» Problem: Examine the listing below and state how many of its lines contain the word "Sigl". Write only the number.
======== Data records ========
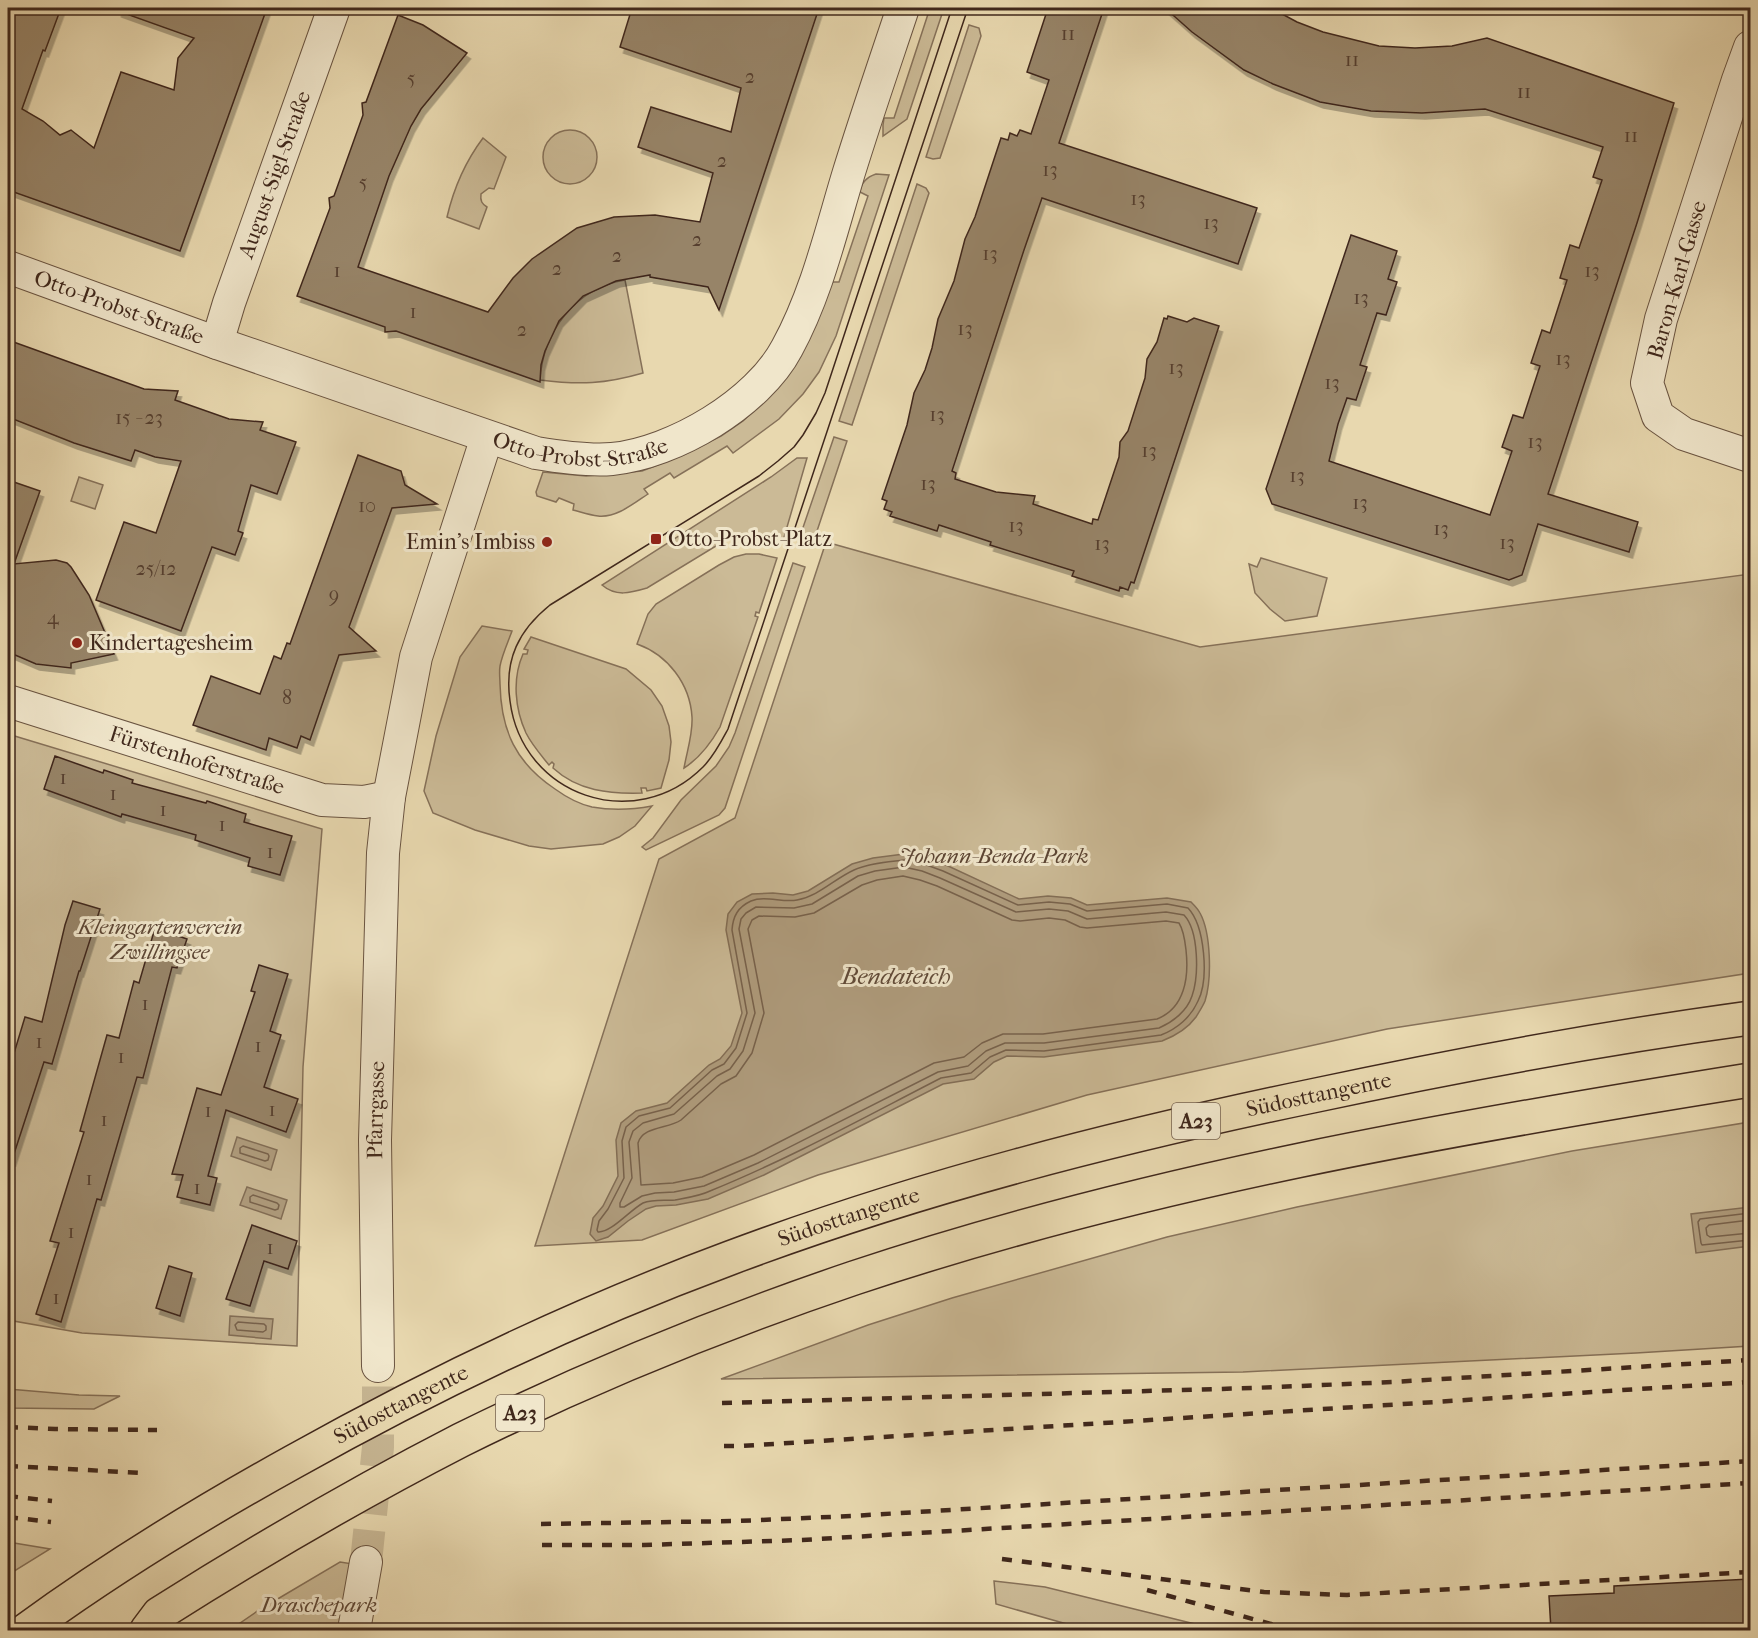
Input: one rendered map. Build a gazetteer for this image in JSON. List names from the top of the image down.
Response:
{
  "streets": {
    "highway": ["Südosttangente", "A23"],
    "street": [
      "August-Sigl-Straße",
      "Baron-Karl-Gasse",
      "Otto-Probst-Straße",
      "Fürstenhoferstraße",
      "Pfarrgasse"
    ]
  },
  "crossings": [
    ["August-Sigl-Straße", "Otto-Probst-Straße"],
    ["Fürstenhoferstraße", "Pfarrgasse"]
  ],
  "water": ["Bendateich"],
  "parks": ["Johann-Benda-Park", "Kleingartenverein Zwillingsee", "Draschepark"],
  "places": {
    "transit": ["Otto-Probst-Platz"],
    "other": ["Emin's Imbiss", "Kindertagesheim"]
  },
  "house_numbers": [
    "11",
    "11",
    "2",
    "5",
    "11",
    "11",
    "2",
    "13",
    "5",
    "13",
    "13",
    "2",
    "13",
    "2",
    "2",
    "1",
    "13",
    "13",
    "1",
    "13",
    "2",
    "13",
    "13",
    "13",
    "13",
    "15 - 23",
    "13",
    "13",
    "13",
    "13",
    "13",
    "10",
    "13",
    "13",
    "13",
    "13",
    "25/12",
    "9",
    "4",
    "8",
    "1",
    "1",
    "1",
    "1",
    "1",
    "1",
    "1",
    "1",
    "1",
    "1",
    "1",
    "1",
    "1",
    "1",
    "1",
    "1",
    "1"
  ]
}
========
» Result of this task: 2